What are DUI Trials Like in Arizona?
Very few DUI cases in Arizona will ever go to trial because most are resolved before this step is reached. Still, you should be prepared for a worst case scenario. If the defense and the prosecution aren’t capable of reaching an agreement, the DUI charges will be taken to court. Preparing for a trial will depend on the complexity of the case and the experience of the attorney. Here are some of the most important things to anticipate and some of the processes you will have to go through in DUI trials.
Preparations for a DUI Trial in Arizona
Anyone who pleads not guilty in a DUI case will be scheduled for a pre-trial conference. The aim of the initial pre-trial conference (IPTC) is for the defense and the prosecution to get a better idea about the issues that they’re in disagreement over.
An IPTC meeting will be scheduled 35 days after the defense expresses its desire to plead not guilty. If issues aren’t thoroughly clarified during the IPTC, additional pre-trial meetings can be arranged. During these meetings, the defense and the prosecution will attempt to negotiate and eventually reach an agreement.
DUI Trials: What to Expect
If the conferences between the defense and the prosecution do not lead to the desired results, a trial readiness conference will be scheduled 45 days before the start of the trial. A judge is present and the aim of the pre-trial conference is to discuss all of the issues that remain unresolved before going to trial.
In Arizona, a trial by jury in DUI cases is left to the discretion of the judge whenever an individual has a blood alcohol content (BAC) of 0.15 percent or less. For extreme DUIs that involve greater BAC and for repeat offenders, a trial by jury can be requested by the defense.
As already mentioned, trial by jury is a last resort option if the defense and the prosecution can’t reach an agreement or if plea bargaining cannot occur.
DUI offenders in Arizona are entitled to a speedy trial – court proceedings that occur within six months of the plea. It’s uncommon for misdemeanor charges to reach the court and most of the cases will focus on felony charges.
During the trial, the judge will be responsible for the proceedings and the legal questions being asked. The jurors will be responsible for a decision about guilt on the basis of the facts stated in the courtroom.

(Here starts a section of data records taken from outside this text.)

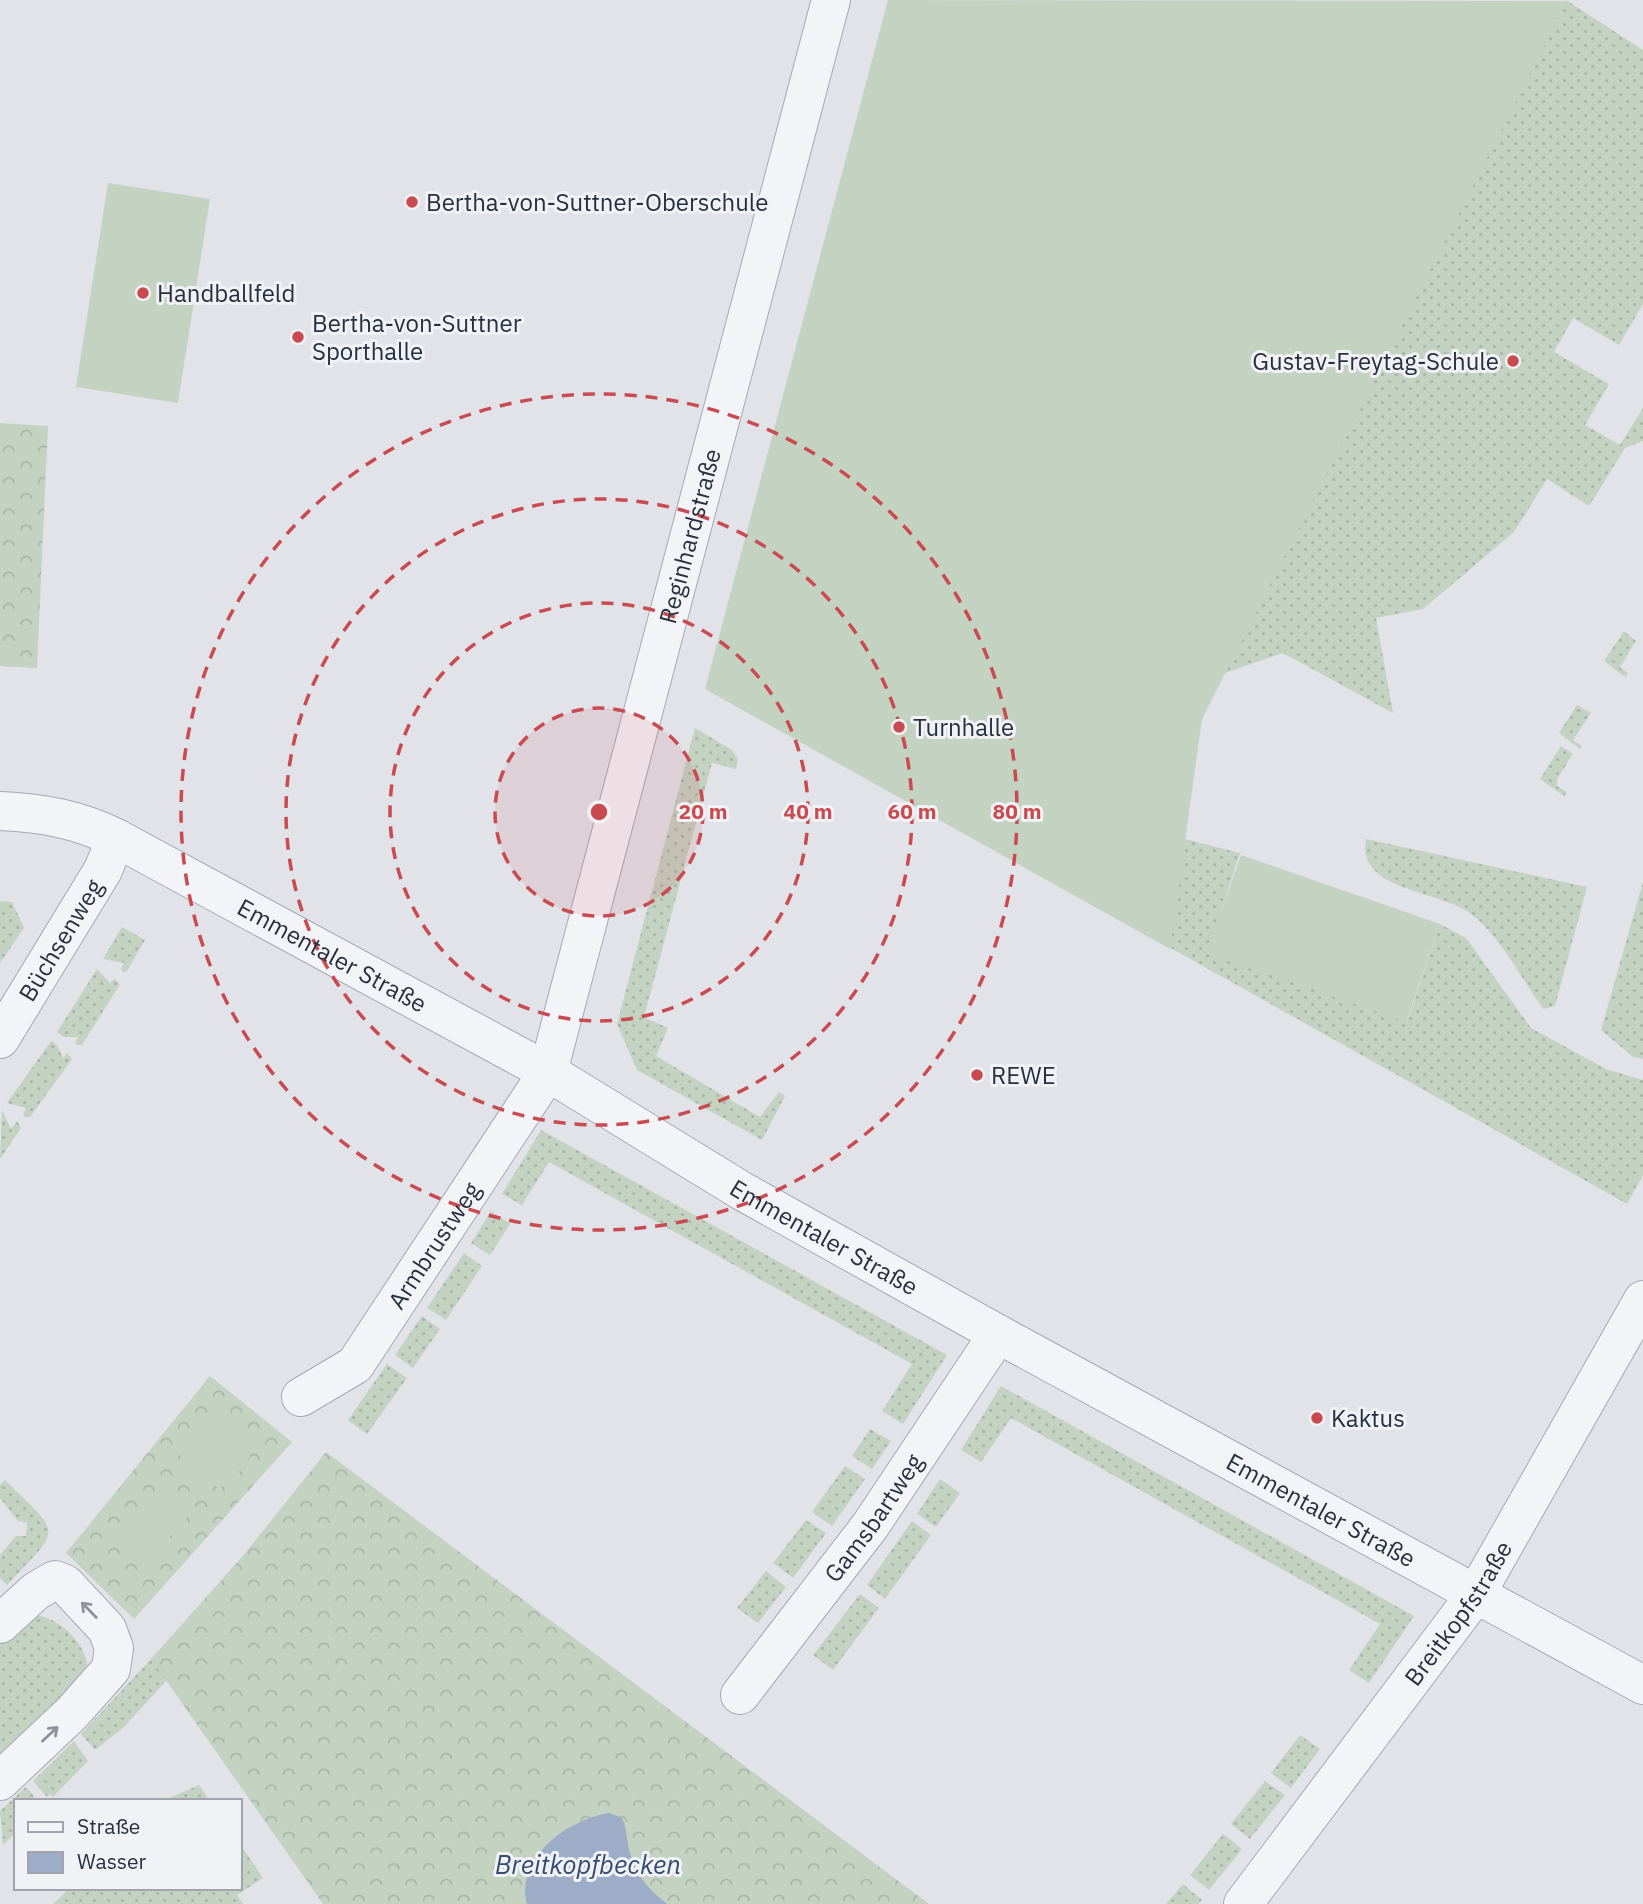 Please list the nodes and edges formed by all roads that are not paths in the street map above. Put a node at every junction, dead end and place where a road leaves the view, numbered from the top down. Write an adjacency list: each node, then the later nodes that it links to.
1 (831, 0): 5 (street, Reginhardstraße)
2 (0, 811): 3 (street, Emmentaler Straße)
3 (116, 838): 4 (street, Büchsenweg); 5 (street, Emmentaler Straße)
4 (0, 1039)
5 (548, 1072): 7 (street, Emmentaler Straße); 8 (street, Armbrustweg)
6 (1643, 1300): 9 (street, Breitkopfstraße)
7 (998, 1334): 9 (street, Emmentaler Straße); 12 (street, Gamsbartweg)
8 (301, 1397)
9 (1476, 1594): 11 (street, Emmentaler Straße); 14 (street, Breitkopfstraße)
10 (0, 1624): 13 (street, one-way to 10)
11 (1643, 1685)
12 (740, 1695)
13 (0, 1781)
14 (1243, 1904) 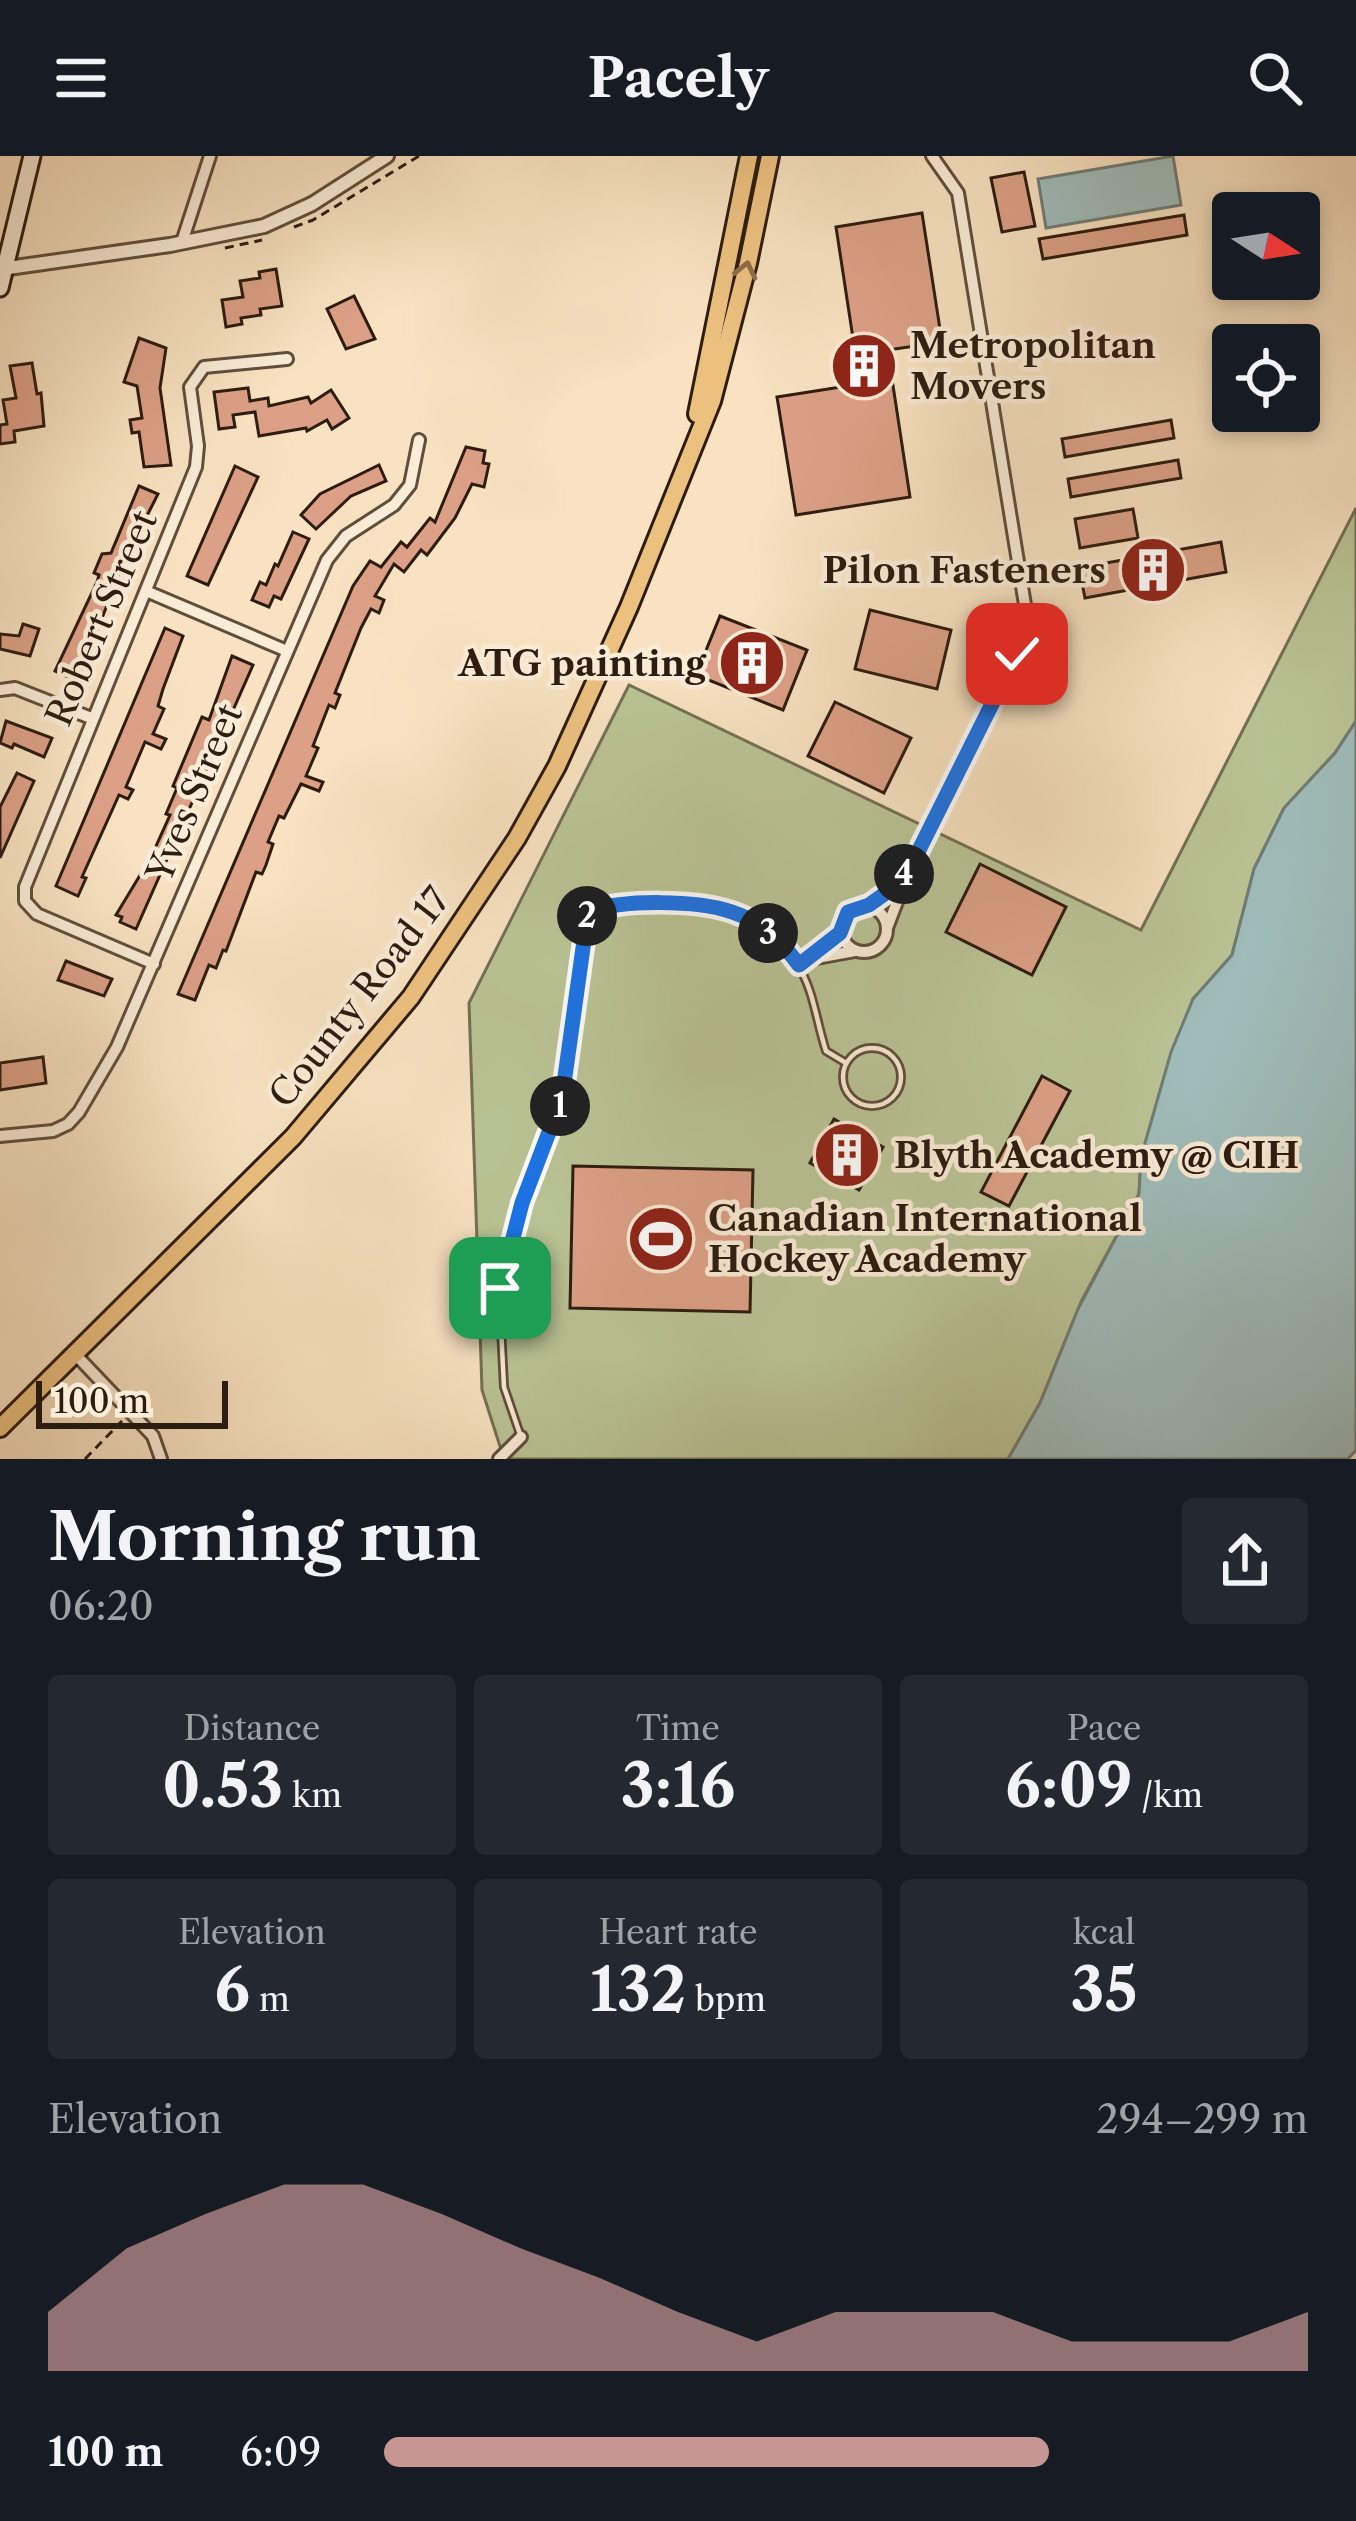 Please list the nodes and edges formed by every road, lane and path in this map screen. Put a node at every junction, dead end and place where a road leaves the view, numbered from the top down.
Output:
1 (32, 156) edge
2 (210, 156) edge
3 (387, 156) edge
4 (749, 156) edge
5 (770, 156) edge
6 (932, 156) edge
7 (182, 242) junction
8 (3, 269) edge
9 (0, 288) edge
10 (287, 359) dead end
11 (419, 440) dead end
12 (686, 461) junction
13 (146, 591) junction
14 (287, 651) junction
15 (0, 690) edge
16 (91, 718) junction
17 (910, 868) junction
18 (869, 905) junction
19 (887, 928) junction
20 (840, 933) junction
21 (855, 951) junction
22 (804, 963) junction
23 (154, 964) junction
24 (846, 1063) junction
25 (0, 1136) edge
26 (76, 1355) junction
27 (133, 1411) junction
28 (0, 1427) edge
29 (521, 1437) joint
30 (85, 1459) edge
31 (161, 1459) edge
32 (499, 1459) edge

1 - 8 main road
2 - 7 street
3 - 7 street
4 - 12 main road, County Road 17
12 -> 5 main road, County Road 17
6 - 17 street
7 - 8 street
8 - 9 main road
10 - 13 street, Robert Street
11 - 14 street, Yves Street
12 - 26 main road, County Road 17
13 - 14 street
13 - 16 street, Robert Street
14 - 23 street, Yves Street
15 - 16 street
16 - 23 street, Robert Street
17 - 18 street
17 - 19 street
18 - 19 street
18 - 20 street
19 - 21 street
20 - 21 street
20 - 22 street
21 - 22 street
22 - 24 lane
22 - 29 lane
23 - 25 street, Yves Street
24 - 24 lane
26 - 27 street
26 - 28 main road, County Road 17
27 - 30 path
27 - 31 street
29 - 32 street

Testifying during the DUI Trials
The decision about a testimony by the defendant depends on the preferences of that individual and the strategy that their attorney develops. If you’re charged with DUI, you can refrain from speaking up during the trial.
Your attorney will listen to your story. Based on the information that you provide, your DUI lawyer will let you know which parts of the story are most important and which ones need to be mentioned in front of the jury.
If you are not the person to drink and drive and you have a good reputation in the community, it will definitely be a good idea to establish these facts during a trial. In such instances, your attorney will want you to testify, as long as you feel comfortable taking the stand.
When you decide to testify, you have to provide a clear and detailed account of the events. It may be a good idea to provide information about events preceding the DUI charge that could potentially have a connection to it.
Speaking up also makes sense if there’s no other witness that the attorney can call to the stand. Keep in mind, however, that the law enforcement officer will also be questioned. This professional has experience in being a witness and the whole situation could turn in their word against yours.
Your attorney will acquaint you of the advantages and shortcomings that will stem from testifying at your own DUI trial. Analyzing both will make it easier for you to adopt the approach that will potentially deliver better results.